(This op-ed on Mad Max: Fury Road was originally written and published via Twitlonger by Ace Nelson and re-published with permission. You can find Ace Nelson on Twitter and on Youtube.)
A lot of people have been giving their two-cents-worth on this movie. Not just established movie critics, but the general public at large. Apparently, the hype train was rolling pretty hard for this film and I wasn’t really aware of it. Mostly due to focusing on work, personal ventures, video gaming, and (of course) #GamerGate. So, needless to say, even though I had seen and loved the originalMad Max films, Fury Road didn’t really catch my attention. With that preface outta the way, let’s get to the meat and bones of this.
After noticing all the talk of this movie and its “feminist overtones,” or how it seems to “make MRA’s heads explode,” my first instinct was to simply avoid the movie until it hits Netflix, or something. I’ve gotten pretty sick and tired of all the identity politics bullshit. However, yesterday, my good friend and YouTube partner had invited me to go with him to see Fury Road. I figure that after the rough days I’ve dealt with at work, I could use a day at the movies.
Needless to say…Mad Max: Fury Road was amazing!

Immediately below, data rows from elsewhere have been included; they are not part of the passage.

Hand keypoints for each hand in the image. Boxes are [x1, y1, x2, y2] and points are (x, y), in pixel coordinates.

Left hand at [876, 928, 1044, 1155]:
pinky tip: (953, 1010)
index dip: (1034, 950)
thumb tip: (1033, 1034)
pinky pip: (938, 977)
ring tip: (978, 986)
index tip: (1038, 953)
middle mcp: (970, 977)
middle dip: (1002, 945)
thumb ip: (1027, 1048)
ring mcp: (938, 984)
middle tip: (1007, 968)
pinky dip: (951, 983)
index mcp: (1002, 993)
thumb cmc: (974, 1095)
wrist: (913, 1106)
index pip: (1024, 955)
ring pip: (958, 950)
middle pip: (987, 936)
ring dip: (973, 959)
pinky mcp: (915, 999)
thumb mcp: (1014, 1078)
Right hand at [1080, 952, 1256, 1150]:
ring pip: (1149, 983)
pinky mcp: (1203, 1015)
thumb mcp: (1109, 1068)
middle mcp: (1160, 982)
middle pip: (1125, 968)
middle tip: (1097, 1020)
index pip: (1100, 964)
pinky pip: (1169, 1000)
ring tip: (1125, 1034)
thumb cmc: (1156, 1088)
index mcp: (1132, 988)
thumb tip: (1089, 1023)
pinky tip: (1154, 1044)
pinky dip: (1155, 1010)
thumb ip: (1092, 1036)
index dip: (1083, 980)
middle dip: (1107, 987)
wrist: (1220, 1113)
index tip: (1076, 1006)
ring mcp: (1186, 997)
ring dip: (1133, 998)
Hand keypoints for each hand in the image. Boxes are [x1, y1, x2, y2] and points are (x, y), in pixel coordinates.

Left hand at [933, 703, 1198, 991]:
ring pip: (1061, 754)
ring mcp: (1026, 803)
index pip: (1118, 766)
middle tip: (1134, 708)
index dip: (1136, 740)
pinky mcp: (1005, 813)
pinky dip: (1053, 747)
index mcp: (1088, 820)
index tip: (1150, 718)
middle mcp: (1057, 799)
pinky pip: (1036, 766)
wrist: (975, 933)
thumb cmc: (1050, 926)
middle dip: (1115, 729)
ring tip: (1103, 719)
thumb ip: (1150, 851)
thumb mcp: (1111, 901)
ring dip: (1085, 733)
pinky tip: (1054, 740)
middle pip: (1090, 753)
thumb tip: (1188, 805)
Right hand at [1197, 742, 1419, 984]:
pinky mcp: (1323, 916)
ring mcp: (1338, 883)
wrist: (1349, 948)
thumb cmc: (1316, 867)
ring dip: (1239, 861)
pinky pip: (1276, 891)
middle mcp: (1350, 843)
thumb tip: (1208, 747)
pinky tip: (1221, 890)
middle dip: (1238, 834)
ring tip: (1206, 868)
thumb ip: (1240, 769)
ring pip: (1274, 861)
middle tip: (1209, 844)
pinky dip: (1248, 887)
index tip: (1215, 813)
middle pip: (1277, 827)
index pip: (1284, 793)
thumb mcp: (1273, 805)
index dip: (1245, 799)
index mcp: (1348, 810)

This film, frankly, is a visual and auditory feast. The practical and special FX are, arguably, the best I’ve seen committed to film. Right up there with Pacific Rim, even! The musical score and sound design was decidedly atmospheric and very fitting. Note: This is before mentioning the majesty of Doof and his flamethrower electric guitar and speaker set-up that I would swear was plucked straight from the fevered daydreams of Daisuke Ishiwatari himself!
Speaking of said fevered daydreams, the world-building in the movie was top notch. This was a post-apocalyptic wasteland setting that managed to cram full-length novels worth of detail into the span of a two-hour run time.
Vast desert expanses? There’s a backstory to it. Water’s lacking! How do people survive and find nourishment? There’s a backstory to it. Religion and society in general? There’s a backstory to it.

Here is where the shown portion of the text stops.